JAKARTA (THE JAKARTA POST, THE STAR/ASIA NEWS NETWORK) - Indonesia is looking into revisiting a moratorium on sending its domestic workers to Malaysia following the death of an Indonesian maid who was allegedly abused by her Malaysian employers, the Indonesian ambassador to Malaysia said.
In his response to the comments, Malaysia's Home Minister Ahmad Zahid Hamidi said on Saturday (Feb 17) that the case was an "isolated" one and he hoped Indonesia would not take such a drastic step. There are about 250,000 women working as domestic help in Malaysia, mostly from Indonesia and the Philippines.
The death of 21-year-old Adelina Lisao in Penang, Malaysia, last week has renewed a national debate on the need to strengthen protection for migrant workers and raised questions about the need to send Indonesians to a country whose porous borders are part of a region-wide human trafficking route.
The domestic helper died of multiple organ failures a day after being rescued by a migrant workers’ protection group. She had reportedly been tortured for more than a month and was forced to sleep outside the house with a Rottweiler owned by the family. She was found with wounds to her hand and legs, while her head and face was swollen.
Indonesian Ambassador to Malaysia Rusdi Kirana said President Joko Widodo is on board with the idea of halting the recruitment of Indonesian domestic workers to Malaysia, having raised the issue during an annual consultation meeting hosted by Prime Minister Najib Razak in Kuching last year.

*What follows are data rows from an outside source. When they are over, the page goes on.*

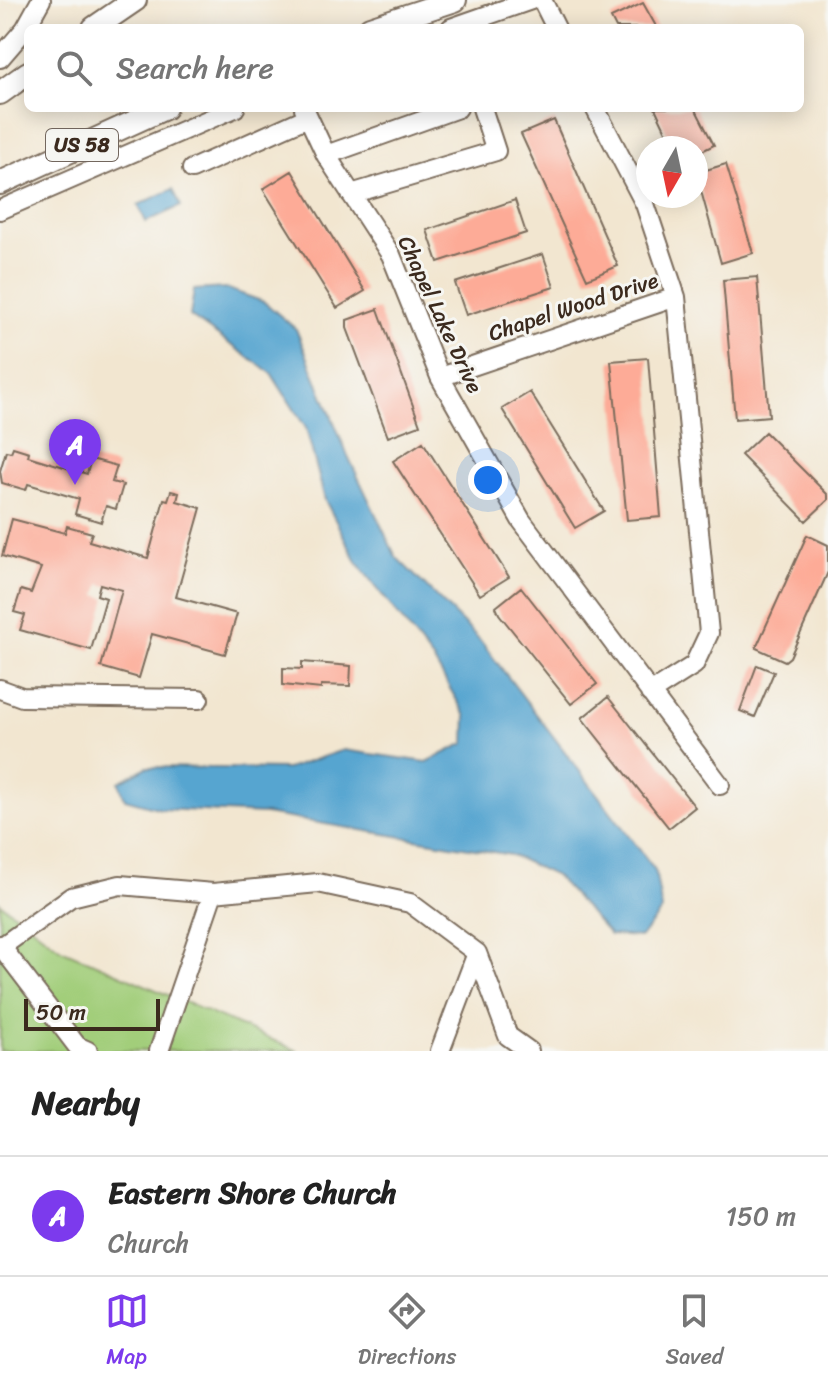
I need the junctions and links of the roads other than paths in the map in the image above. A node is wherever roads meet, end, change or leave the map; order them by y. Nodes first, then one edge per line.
1 (41, 0) edge
2 (135, 0) edge
3 (455, 0) edge
4 (531, 0) edge
5 (542, 0) edge
6 (28, 24) edge
7 (100, 24) edge
8 (382, 24) edge
9 (462, 24) edge
10 (554, 24) edge
11 (24, 30) edge
12 (0, 58) edge
13 (24, 76) edge
14 (0, 93) edge
15 (156, 112) edge
16 (226, 112) edge
17 (306, 112) edge
18 (447, 112) edge
19 (483, 112) edge
20 (597, 112) edge
21 (326, 155) junction
22 (192, 169) dead end
23 (0, 183) edge
24 (351, 194) junction
25 (0, 210) edge
26 (676, 297) junction
27 (440, 377) junction
28 (0, 689) edge
29 (650, 693) junction
30 (199, 699) dead end
31 (720, 785) dead end
32 (213, 893) junction
33 (1, 946) edge
34 (477, 953) junction
35 (88, 1051) edge
36 (159, 1051) edge
37 (440, 1051) edge
38 (529, 1051) edge

1 - 6 street
2 - 7 main road
3 - 8 main road
4 - 9 street
5 - 10 street
11 - 12 street
13 - 14 main road
15 - 23 main road, US 58
16 - 25 street
17 - 21 street, Chapel Lake Drive
17 - 22 street
18 - 21 street
19 - 24 street
20 - 26 street
21 - 24 street, Chapel Lake Drive
24 - 27 street, Chapel Lake Drive
26 - 27 street, Chapel Wood Drive
26 - 29 street
27 - 29 street, Chapel Lake Drive
28 - 30 street
29 - 31 street, Chapel Lake Drive
32 - 33 street
32 - 34 street
32 - 36 street
33 - 35 street
34 - 37 street
34 - 38 street

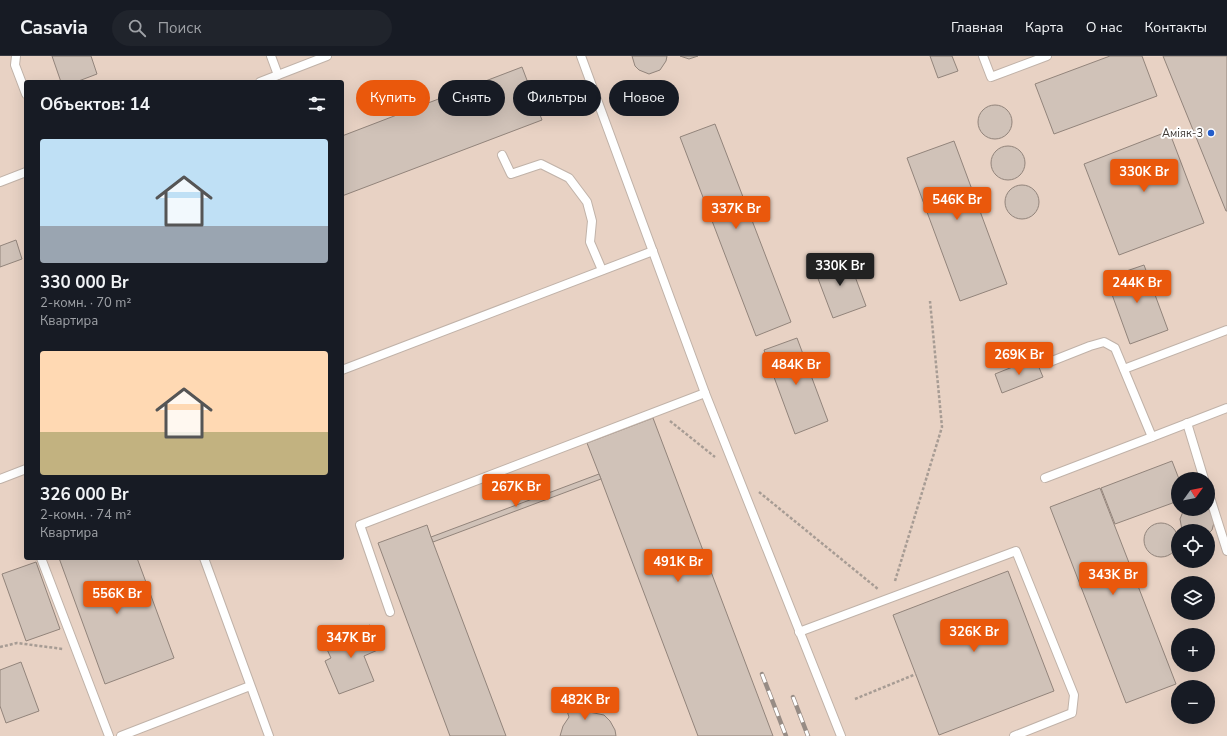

Rusdi said he had proposed halting sending domestic workers to Malaysia and working on restructuring the employment administration process, with the aim of mending diplomatic ties between the two countries, which had been strained by repeated cases involving migrant workers.
"A moratorium is important so we can restructure our (migrant workers) employment system to prevent cases such as Adelina's from happening again," Rusdi said, referring to migrant workers in the informal sector.
He said violations against Indonesian domestic helpers had caused tension between the two countries. "In order to promote cooperation, what happened to Adelina should not happen again," the envoy told reporters in Jakarta on Thursday (Feb 15).
Rusdi argued that the government would be able to improve the current employment mechanism if Indonesia stopped sending domestic workers to Malaysia. This could be done through measures such as introducing a minimum income requirement for potential employers that shows they are capable of paying wages.
Separately, the Manpower Ministry's director for Indonesian migrant worker placement and protection, R. Soes Hindharno, said the proposal for a moratorium had not been discussed formally at the ministerial level.
In 2004, Indonesian domestic worker Nirmala Bonat was scalded with boiling hot water and burnt with a hot iron by her employer, Yim Pek Ha. Yim is currrently serving 12 years in jail for causing grievous hurt to Nirmala.
In 2010, Hau Yuan Tyng was convicted of inflicting wounds on her domestic helper Siti Hajar using a hammer, scissors and scalding water.
Another Indonesian national Suyanti was also allegedly slapped and punched every day by her employer Rozita Ali in 2016. She escaped and was found unconscious near a drain by a security guard. Her employer was charged with attempted murder.
Indonesia previously imposed a moratorium on sending its domestic workers to Malaysia in 2009. The ban was lifted in 2011.
During that period, domestic workers from Vietnam, Cambodia and the Philippines travelled to Malaysia to fill the shortage. But the abuse of Cambodian maids also led Prime Minister Hun Sen to ban its citizens from working as domestic workers in Malaysia from 2011 to 2017.
Datuk Seri Zahid, the Malaysian Home Minister, said on Saturday, as quoted by The Malay Mail Online news: “We (Malaysia) express deep regret if the media report about Indonesia intending to stop sending its domestic workers to the country due to the isolated maid abuse case is true.
“In fact, we know that we have certain SOPs (standard operating procedures) that must be adhered to by employers and the Malaysian government will never protect any employer who is found to have acted cruelly (against their maids).”